Migrate Linux Repo to Hardened Repo in Cloud Connect
I got a request on how to convert a Linux Repo into a Hardened Repository that’s behind Cloud Connect. So, I thought I’d write down the process.
I will caveat this by saying this is not an official process, and you should always perform your own testing before using something in production (PROD).
Process
- Disable tenants that are using the “old Linux Repo” in Cloud Connect
- Navigate to backup infrastructure tab
- managed servers
- Select Linux server and change the account from regular linux credentials to single use creds for LHR
- Make sure the permissions etc on the folder in LHR is correct
- Modify the permissions on the existing backup files to be owned by the account that you used for the single use permissions (in my lab I used the Path /backups and the account was lhr)

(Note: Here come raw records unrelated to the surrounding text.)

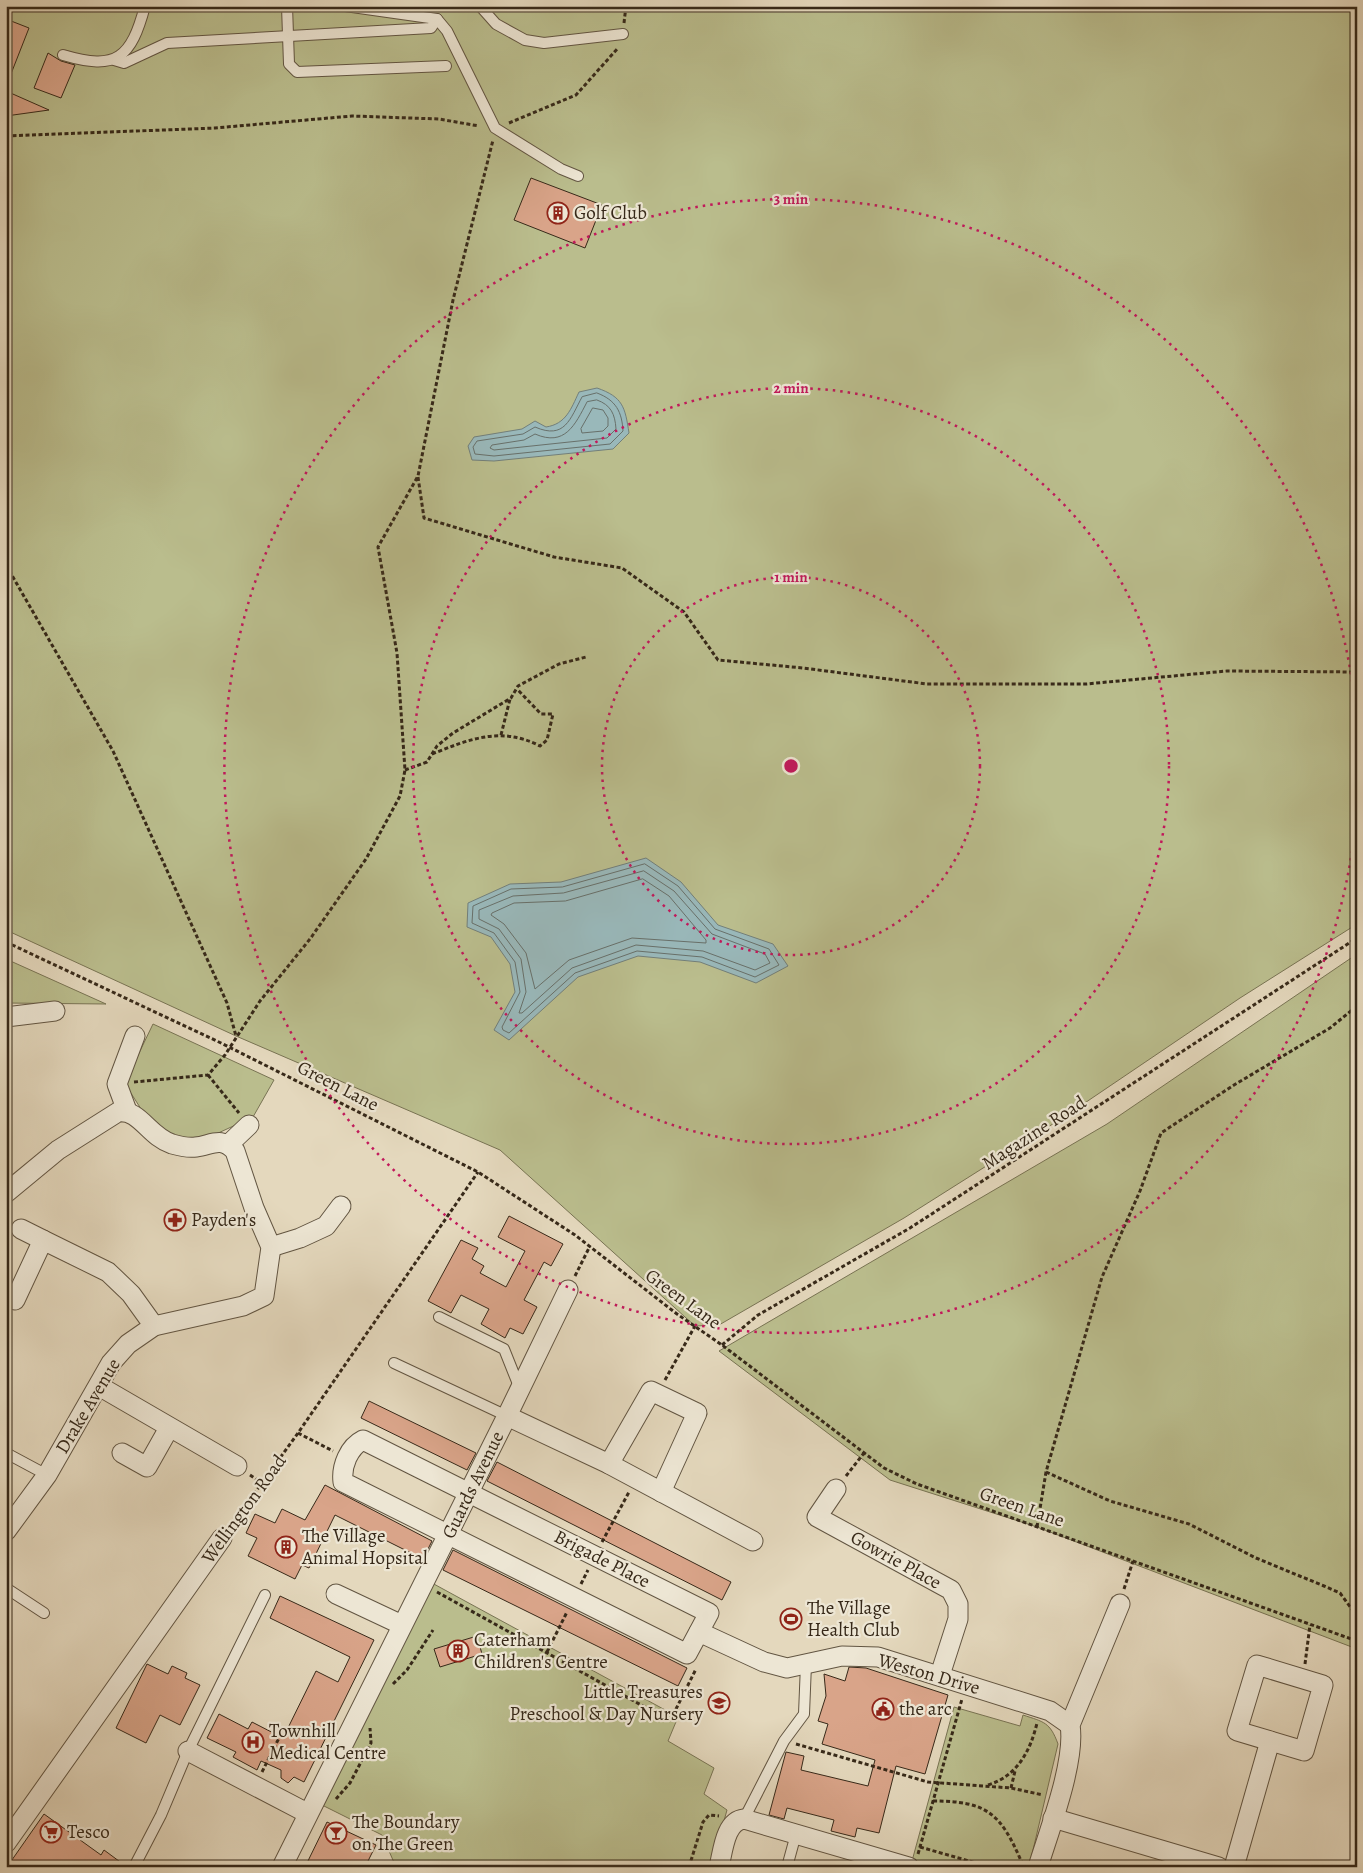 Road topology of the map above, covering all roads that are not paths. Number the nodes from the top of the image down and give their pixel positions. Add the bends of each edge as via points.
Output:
1 (145, 6) edge
2 (287, 6) edge
3 (345, 6) edge
4 (480, 6) edge
5 (414, 11) edge
6 (436, 19) junction
7 (623, 34) road end
8 (287, 35) junction
9 (63, 55) dead end
10 (114, 60) junction
11 (446, 66) dead end
12 (578, 176) dead end
13 (55, 1011) dead end
14 (6, 1017) edge
15 (135, 1036) dead end
16 (127, 1111) junction
17 (248, 1127) road end
18 (229, 1144) junction
19 (6, 1193) edge
20 (341, 1206) dead end
21 (21, 1229) dead end
22 (43, 1240) junction
23 (270, 1247) junction
24 (568, 1290) road end
25 (15, 1300) dead end
26 (439, 1317) dead end
27 (154, 1326) junction
28 (394, 1364) dead end
29 (99, 1386) junction
30 (520, 1389) junction
31 (507, 1416) junction
32 (170, 1428) junction
33 (6, 1453) edge
34 (122, 1453) dead end
35 (609, 1464) junction
36 (237, 1466) dead end
37 (47, 1475) junction
38 (836, 1489) road end
39 (469, 1492) junction
40 (661, 1492) junction
41 (6, 1531) edge
42 (449, 1533) junction
43 (222, 1538) road end
44 (753, 1541) dead end
45 (6, 1588) edge
46 (336, 1594) dead end
47 (265, 1595) dead end
48 (1120, 1604) road end
49 (44, 1613) dead end
50 (402, 1626) junction
51 (699, 1632) junction
52 (806, 1664) junction
53 (940, 1675) junction
54 (1070, 1725) junction
55 (1270, 1741) junction
56 (188, 1751) junction
57 (308, 1813) junction
58 (1054, 1818) junction
59 (740, 1819) junction
60 (796, 1834) junction
61 (6, 1843) edge
62 (865, 1861) edge
63 (912, 1864) edge
64 (134, 1867) edge
65 (282, 1867) edge
66 (719, 1867) edge
67 (787, 1867) edge
68 (1038, 1867) edge
69 (1219, 1867) edge
70 (1234, 1867) edge

1 - 10 lane via 128,51
2 - 8 lane
3 - 5 lane
4 - 7 lane via 496,24 526,40 544,43
5 - 6 lane
6 - 8 lane via 431,28
6 - 12 lane via 447,31 496,128 561,169
8 - 10 lane via 167,43 124,63
8 - 11 lane via 289,64 297,72
9 - 10 lane via 80,60
13 - 14 street
15 - 16 street via 117,1084
16 - 18 street via 137,1116 160,1140 195,1147 219,1141
16 - 19 street via 118,1112 58,1150
17 - 18 street
18 - 23 street via 235,1150
20 - 23 street via 326,1226
21 - 22 street
22 - 25 street
22 - 27 street via 108,1272 131,1294
23 - 27 street, Drake Avenue via 264,1296 243,1306
24 - 30 street, Guards Avenue
26 - 30 lane via 504,1349
27 - 29 street, Drake Avenue via 128,1344 111,1363
28 - 31 lane
29 - 32 street
29 - 37 street, Drake Avenue
30 - 31 street, Guards Avenue
31 - 35 street
31 - 39 street, Guards Avenue
32 - 34 street via 147,1467
32 - 36 street
33 - 37 lane
35 - 40 street
35 - 40 street via 651,1391 697,1413
37 - 41 street, Drake Avenue
38 - 53 street, Gowrie Place via 818,1517 951,1590 958,1604 958,1619
39 - 42 street, Guards Avenue
39 - 42 street, Brigade Place via 363,1440 356,1444 347,1459 342,1471 344,1482
39 - 51 street, Brigade Place via 709,1613
40 - 44 street
42 - 50 street, Guards Avenue
42 - 51 street, Brigade Place via 687,1654
43 - 61 street, Wellington Road
45 - 49 lane
46 - 50 street
47 - 56 lane
48 - 54 street
50 - 57 street, Guards Avenue
51 - 52 street, Weston Drive via 764,1662 787,1668
52 - 53 street, Weston Drive via 842,1656 880,1654
52 - 59 lane via 804,1714 784,1741
53 - 54 street, Weston Drive via 1050,1711
54 - 58 street via 1072,1747
55 - 55 street via 1237,1731 1257,1665 1323,1685 1304,1751
55 - 70 street
56 - 57 street
56 - 64 lane via 161,1815
57 - 65 street, Guards Avenue
58 - 68 street
58 - 69 street
59 - 60 street
59 - 66 street via 731,1825
60 - 62 street
60 - 67 lane
62 - 63 street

- chown -R owner:group <dir_path>
- chmod 700 <dir_path>
- perform any additional hardening as reccomended by your security team
- Modify the permissions on the existing backup files to be owned by the account that you used for the single use permissions (in my lab I used the Path /backups and the account was lhr)
- Navigate to Backup Repositories
- Add Hardened Repository
- Map the exact same repo(*Make sure the paths are exactly the same, ex. /backup)
- Navigate to tenants and follow the replace Cloud Repo process(https://vee.am/9y3HHw)
- Configure a new backup repository that you plan to use as a cloud repository.
- Open the Cloud Connect view.
- In the inventory pane, click Tenants.
- In the working area, right-click the tenant account and select Disable.
- Change resource allocation settings for the tenant on the initial cloud repository:
- Open the Cloud Connect view.
- In the inventory pane, click Tenants.
- In the working area, right-click the tenant account and select Properties.
- At the Backup Resources step of the wizard, select the initial cloud repository in the list and click Edit.
- Click Finish to save the changes.
- Configure a new backup repository that you plan to use as a cloud repository.
When you are done with this process your tenant should have the “New” hardened repo mapped.
Now that we have successfully mapped the new backup Hardened Repository, we can safely remove the “old” linux repository, once that has been completed we can simply re-enable the tenant and request they resume backups
I’ve tested this in my lab and the backup chain kept doing its incrementals. I can also see that it went back and added the immutable flag to the full backup that I took before enabling immutability.
Checking the job we can also confirm that it was an incremental.
I hope this has been informative and has always, Keep on learning.